Fasting glucose was shown to significantly affect the C-peptide response to a mixed meal (11,15). Therefore, we assessed the influence of glucose levels on the extent of C-peptide stimulation (regardless of the state of the disease). The levels of C-peptide secretion stimulated by glucagon and by a mixed meal were compared and grouped according to the fasting glucose range within which the tests were performed (4–11.1 mmol/L). We used a stimulation index, defined as Cmax/fasting C-peptide, to compensate for differences in fasting C-peptide levels. The indices obtained by the glucagon procedure (1.6–1.8) were stable over the glucose range permitted for the tests.
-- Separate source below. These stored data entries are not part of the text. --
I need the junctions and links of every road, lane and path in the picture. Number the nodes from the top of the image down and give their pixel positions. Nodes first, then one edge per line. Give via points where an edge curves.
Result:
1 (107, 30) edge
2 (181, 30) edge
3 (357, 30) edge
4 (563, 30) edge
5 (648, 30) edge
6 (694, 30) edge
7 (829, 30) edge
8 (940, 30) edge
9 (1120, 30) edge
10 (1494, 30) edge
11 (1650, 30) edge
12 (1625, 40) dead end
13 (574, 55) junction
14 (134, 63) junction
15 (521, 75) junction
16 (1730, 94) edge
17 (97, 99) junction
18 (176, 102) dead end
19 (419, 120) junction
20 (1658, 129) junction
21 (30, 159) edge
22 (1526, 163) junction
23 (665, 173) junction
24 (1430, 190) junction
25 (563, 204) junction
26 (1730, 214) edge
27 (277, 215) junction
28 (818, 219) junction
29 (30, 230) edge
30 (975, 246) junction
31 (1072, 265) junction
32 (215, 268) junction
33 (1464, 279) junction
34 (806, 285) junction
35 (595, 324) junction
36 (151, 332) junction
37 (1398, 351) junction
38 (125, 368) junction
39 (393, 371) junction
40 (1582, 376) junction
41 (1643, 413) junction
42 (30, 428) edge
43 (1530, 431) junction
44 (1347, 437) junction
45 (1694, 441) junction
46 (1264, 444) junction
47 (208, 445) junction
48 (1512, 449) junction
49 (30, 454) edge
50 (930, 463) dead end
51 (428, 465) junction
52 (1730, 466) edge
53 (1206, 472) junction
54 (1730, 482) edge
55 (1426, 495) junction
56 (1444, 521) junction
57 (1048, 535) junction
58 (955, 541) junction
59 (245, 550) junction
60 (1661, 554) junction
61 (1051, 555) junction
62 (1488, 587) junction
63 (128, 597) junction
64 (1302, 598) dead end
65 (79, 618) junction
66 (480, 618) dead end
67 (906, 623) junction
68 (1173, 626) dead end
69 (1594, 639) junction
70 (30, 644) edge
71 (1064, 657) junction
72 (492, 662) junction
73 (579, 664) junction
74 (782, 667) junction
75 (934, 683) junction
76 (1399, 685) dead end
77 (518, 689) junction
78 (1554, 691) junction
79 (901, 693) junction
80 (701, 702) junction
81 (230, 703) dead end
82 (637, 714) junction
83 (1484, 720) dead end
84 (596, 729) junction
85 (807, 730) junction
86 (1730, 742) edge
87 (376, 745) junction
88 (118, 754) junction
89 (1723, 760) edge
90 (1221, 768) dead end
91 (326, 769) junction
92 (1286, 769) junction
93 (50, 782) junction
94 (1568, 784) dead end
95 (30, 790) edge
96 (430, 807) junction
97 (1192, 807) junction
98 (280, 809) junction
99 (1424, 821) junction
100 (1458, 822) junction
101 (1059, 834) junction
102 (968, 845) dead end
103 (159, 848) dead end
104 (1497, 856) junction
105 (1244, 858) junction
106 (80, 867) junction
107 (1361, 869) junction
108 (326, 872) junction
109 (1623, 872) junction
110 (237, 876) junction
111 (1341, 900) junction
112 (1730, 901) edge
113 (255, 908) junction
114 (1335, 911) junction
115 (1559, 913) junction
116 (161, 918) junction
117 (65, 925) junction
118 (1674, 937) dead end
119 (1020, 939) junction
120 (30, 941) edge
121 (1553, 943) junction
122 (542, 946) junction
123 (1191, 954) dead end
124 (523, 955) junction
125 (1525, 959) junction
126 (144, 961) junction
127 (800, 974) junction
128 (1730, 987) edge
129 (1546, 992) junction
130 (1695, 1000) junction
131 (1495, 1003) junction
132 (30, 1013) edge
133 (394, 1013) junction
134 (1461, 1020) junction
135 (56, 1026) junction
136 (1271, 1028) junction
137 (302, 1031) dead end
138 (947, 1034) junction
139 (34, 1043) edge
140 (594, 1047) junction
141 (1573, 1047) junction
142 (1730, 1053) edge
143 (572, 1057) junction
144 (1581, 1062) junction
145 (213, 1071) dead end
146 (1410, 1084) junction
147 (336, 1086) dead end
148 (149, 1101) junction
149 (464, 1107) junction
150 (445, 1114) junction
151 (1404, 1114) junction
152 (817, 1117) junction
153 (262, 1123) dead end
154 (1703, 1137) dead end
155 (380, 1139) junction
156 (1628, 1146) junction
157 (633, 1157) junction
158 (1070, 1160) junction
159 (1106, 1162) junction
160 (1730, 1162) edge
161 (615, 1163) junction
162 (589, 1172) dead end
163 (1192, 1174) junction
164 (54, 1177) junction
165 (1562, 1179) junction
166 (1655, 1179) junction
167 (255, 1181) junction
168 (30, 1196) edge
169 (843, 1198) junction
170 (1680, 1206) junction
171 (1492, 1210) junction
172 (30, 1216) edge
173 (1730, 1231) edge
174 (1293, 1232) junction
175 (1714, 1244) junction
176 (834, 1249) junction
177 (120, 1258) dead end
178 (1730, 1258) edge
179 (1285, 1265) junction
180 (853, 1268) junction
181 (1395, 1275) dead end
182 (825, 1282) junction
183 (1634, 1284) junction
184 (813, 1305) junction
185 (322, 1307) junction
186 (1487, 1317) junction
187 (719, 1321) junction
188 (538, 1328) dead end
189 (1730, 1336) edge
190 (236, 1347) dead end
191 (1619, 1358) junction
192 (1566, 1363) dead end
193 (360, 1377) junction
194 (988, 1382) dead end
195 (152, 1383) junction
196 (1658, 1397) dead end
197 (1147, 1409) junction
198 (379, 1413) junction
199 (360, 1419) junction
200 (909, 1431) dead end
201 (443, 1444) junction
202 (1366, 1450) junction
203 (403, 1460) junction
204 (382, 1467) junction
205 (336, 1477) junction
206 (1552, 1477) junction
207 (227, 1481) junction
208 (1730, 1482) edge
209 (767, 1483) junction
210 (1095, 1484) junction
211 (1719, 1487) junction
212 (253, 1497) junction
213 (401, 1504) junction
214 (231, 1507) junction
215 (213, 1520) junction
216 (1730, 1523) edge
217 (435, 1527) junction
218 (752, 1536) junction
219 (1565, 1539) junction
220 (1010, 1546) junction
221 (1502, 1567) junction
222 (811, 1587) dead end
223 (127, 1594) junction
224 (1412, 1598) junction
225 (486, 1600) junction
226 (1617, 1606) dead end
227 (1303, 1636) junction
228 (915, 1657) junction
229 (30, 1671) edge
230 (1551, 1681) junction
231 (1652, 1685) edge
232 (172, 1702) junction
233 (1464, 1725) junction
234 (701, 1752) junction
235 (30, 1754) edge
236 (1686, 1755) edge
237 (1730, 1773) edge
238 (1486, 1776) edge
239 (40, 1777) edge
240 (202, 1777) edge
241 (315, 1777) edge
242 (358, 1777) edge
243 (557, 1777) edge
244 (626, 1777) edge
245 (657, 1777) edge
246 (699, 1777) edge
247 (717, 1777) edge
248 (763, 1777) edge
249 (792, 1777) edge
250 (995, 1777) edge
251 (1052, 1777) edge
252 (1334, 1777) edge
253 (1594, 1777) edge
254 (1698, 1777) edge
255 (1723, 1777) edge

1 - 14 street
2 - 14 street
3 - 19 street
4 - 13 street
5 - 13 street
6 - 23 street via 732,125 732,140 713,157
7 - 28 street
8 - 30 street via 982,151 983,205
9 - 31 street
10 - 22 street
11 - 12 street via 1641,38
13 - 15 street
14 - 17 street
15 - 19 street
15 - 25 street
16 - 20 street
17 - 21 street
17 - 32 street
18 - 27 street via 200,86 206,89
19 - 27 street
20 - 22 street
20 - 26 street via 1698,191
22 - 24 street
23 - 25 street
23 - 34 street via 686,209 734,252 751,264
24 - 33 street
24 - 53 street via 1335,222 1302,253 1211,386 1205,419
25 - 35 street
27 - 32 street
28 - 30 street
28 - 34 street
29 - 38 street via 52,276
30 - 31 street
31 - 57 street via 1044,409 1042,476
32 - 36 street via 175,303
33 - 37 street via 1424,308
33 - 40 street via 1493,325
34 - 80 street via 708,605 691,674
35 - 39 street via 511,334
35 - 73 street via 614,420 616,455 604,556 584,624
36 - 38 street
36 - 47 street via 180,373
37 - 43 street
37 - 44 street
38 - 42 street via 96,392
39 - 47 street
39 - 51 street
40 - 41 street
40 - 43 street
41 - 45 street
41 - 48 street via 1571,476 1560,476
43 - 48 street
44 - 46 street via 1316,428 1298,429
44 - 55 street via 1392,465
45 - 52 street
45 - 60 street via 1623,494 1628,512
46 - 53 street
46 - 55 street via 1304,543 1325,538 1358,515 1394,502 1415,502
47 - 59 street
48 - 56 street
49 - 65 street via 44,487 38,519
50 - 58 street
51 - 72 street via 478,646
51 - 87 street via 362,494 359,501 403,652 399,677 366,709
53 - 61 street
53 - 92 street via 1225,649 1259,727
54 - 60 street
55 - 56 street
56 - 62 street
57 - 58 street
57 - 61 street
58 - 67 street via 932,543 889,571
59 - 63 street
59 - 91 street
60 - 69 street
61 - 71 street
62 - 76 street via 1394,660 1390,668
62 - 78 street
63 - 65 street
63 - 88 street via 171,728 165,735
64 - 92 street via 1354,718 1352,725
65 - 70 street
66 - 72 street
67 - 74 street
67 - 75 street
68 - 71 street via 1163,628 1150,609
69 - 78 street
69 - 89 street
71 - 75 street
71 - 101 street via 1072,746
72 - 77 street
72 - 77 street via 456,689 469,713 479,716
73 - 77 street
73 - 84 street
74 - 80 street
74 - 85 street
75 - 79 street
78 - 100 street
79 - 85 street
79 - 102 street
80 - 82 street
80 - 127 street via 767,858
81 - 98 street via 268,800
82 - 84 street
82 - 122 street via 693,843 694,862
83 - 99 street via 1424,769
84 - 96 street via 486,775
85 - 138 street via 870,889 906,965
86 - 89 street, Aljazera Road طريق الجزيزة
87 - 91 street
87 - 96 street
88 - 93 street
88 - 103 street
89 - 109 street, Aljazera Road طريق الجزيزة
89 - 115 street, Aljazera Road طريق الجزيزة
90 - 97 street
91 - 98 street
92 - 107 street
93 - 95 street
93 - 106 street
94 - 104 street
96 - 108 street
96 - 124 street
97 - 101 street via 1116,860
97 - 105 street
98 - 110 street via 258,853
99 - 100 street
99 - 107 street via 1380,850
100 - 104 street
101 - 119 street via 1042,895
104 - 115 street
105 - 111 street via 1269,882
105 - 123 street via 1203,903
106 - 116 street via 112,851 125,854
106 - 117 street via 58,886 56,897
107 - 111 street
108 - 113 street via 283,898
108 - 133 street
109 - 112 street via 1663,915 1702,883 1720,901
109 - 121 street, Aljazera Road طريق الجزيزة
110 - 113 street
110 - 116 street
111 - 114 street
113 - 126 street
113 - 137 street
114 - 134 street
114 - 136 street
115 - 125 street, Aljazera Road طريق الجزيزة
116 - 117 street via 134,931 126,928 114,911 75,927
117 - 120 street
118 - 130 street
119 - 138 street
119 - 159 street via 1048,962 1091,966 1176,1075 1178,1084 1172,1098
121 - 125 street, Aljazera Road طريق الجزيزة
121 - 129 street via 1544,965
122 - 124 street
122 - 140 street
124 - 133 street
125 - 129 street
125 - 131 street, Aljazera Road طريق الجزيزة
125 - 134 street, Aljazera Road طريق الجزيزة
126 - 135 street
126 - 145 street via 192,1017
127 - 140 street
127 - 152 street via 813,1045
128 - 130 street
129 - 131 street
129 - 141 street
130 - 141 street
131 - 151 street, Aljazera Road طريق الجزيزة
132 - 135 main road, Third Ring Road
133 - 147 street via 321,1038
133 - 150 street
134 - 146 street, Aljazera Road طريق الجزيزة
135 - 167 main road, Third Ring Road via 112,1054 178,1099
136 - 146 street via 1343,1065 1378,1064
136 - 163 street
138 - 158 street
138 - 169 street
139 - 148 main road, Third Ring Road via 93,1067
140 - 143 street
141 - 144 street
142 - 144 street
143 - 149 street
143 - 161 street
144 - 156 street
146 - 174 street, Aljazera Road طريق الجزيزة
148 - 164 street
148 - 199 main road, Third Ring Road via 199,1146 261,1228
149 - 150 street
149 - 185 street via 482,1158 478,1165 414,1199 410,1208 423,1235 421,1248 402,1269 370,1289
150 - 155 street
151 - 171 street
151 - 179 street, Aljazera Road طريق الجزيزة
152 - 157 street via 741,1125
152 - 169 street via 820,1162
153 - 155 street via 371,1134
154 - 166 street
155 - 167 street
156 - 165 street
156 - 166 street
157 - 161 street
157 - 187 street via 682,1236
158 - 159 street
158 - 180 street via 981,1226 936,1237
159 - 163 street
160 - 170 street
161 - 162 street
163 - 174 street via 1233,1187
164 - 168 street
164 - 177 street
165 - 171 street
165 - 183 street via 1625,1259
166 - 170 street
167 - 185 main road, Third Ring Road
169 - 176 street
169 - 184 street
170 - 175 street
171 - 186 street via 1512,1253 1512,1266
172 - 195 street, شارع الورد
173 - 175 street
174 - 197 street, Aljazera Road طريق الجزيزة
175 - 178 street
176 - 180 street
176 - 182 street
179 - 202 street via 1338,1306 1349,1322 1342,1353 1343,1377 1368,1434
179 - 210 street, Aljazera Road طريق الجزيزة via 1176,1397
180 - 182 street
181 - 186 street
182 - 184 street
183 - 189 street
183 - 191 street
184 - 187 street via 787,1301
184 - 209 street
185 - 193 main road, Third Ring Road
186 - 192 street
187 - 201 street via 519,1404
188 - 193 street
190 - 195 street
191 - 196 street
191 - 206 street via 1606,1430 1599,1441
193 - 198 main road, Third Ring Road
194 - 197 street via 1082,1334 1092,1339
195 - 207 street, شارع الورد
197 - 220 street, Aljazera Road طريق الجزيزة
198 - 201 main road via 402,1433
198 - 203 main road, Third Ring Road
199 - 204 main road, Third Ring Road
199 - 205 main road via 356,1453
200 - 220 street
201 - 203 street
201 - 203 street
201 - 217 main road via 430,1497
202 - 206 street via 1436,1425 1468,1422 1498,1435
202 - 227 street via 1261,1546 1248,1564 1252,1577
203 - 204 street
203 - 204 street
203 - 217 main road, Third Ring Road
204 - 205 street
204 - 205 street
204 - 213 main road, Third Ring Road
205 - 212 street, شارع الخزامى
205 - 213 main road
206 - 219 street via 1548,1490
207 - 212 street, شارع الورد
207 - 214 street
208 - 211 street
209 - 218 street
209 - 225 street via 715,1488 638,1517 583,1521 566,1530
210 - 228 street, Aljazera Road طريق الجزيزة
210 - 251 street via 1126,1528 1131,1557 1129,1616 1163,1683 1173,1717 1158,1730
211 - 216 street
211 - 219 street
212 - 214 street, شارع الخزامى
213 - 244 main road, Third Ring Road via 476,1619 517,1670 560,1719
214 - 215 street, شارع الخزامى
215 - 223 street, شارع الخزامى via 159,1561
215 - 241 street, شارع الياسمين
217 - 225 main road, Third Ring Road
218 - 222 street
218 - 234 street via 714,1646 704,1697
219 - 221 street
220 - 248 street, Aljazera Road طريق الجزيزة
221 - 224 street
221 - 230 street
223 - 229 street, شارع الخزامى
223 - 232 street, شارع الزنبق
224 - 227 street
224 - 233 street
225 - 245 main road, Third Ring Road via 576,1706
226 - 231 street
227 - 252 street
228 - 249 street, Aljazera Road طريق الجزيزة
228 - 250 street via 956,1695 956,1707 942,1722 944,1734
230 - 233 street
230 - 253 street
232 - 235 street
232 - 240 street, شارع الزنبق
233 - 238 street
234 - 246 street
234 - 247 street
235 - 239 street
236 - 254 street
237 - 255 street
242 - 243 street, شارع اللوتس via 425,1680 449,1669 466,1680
In contrast, the indices obtained by MMTT were affected by the fasting glucose level: 4.5 at glucose levels of 4–5 mmol/L that decreased to 1.9 at glucose levels of 10–11.1 mmol/L (Fig. 3A).

Figure 3

C-peptide and glucose levels from the DIA-AID 1 study subgroup population (N = 297). (A) C-peptide stimulation index calculated from the MMTT and GST stimulations and grouped according to fasting glucose levels prior to administration of the test. The numbers below the graph represent the number of observations. (B) Fasting C-peptide (left) and fasting glucose (right) prior to C-peptide stimulation using the MMTT (white circles) or the GST (black circles) at baseline and at study end. The horizontal bars indicate median values.

Figure 3

C-peptide and glucose levels from the DIA-AID 1 study subgroup population (N = 297). (A) C-peptide stimulation index calculated from the MMTT and GST stimulations and grouped according to fasting glucose levels prior to administration of the test. The numbers below the graph represent the number of observations. (B) Fasting C-peptide (left) and fasting glucose (right) prior to C-peptide stimulation using the MMTT (white circles) or the GST (black circles) at baseline and at study end. The horizontal bars indicate median values.

Close modal

Fasting C-peptide and glucose were measured prior to applying the C-peptide stimulation procedures at baseline and at study end (Fig. 3B). Similar median fasting C-peptide values were obtained prior to the MMTT and GST at baseline (0.33 and 0.34 nmol/L, respectively) and at study end (0.175 and 0.177 nmol/L, respectively) in the subgroup population. For fasting glucose, the median values were also similar prior to these procedures at baseline (MMTT, 5.96 mmol/L; GST, 6.13 mmol/L) and at study end (MMTT, 6.91 mmol/L; GST, 7.14 mmol/L). As expected from the natural history of the disease, the median fasting C-peptide levels decreased by month 24 and the median fasting glucose levels increased, reflecting a decline in endogenous insulin secretion (Fig. 3B).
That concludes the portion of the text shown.